Anthropic wants to write a new constitution for safe artificial intelligence
When Artificial Intelligence Fails: Anthropic Training of a Multipolar AI System (with a Commentary by M. A. Kaplan)
Kaplan agrees with the idea in principle, but cautions there are dangers to this approach too. He notes that the internet already enables “echo-chambers” where people “reinforce their own beliefs” and “become radicalized” and that AI could accelerate such dynamics. But he says, society also needs to agree on a base level of conduct — on general guidelines common to all systems. He says it needs a new constitution with artificial intelligence in mind.
This is important as the bias in the artificial intelligence world is starting to get sorted out. Conservatives are trying to stoke a culture war over so-called “woke AI,” while Elon Musk, who has repeatedly bemoaned what he calls the “woke mind virus” said he wants to build a “maximum truth-seeking AI” called TruthGPT. Many figures in the AI world, including OpenAI CEO Sam Altman, have said they believe the solution is a multipolar world, where users can define the values held by any AI system they use.
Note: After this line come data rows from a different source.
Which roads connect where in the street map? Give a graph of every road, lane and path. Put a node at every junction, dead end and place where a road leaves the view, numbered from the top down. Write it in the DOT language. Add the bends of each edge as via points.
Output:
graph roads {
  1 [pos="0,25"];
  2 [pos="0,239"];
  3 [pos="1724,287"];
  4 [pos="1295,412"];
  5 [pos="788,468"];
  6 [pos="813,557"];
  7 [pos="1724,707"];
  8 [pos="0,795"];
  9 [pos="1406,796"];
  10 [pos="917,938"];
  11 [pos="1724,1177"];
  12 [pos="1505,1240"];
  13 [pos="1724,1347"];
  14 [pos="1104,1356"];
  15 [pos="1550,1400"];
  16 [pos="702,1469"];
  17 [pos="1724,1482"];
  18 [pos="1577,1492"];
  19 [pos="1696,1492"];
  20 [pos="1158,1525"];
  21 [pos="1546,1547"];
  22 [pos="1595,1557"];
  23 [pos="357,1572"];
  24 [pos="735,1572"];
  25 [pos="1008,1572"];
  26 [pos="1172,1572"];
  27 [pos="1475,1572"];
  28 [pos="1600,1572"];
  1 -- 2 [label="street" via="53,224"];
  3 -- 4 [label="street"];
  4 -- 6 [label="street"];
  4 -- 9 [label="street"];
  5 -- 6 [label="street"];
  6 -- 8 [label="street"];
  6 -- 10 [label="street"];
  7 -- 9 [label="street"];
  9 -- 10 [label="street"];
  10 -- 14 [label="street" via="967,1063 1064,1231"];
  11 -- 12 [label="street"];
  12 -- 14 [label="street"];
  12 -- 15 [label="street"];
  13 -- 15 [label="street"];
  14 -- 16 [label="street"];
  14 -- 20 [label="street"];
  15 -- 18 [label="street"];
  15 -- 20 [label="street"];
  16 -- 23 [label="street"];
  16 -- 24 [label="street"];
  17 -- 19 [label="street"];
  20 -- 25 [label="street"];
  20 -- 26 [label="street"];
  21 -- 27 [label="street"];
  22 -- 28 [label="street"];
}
He says that they see it as a starting point in the discussion of how systems should be trained and what principals they should follow. “We’re definitely not in any way proclaiming that we know the answer.”
Kaplan emphasizes that the company doesn’t want to instill any particular set of principles into its systems but instead wants to show the general efficacy of its method.
“I think that if these systems become more and more and more powerful, there are so-called existential risks,” he says. “But there are also more immediate risks on the horizon, and I think these are all very intertwined.” It is said that Anthropic only cares about killer robots and that telling a chatbot not to act like one is helpful.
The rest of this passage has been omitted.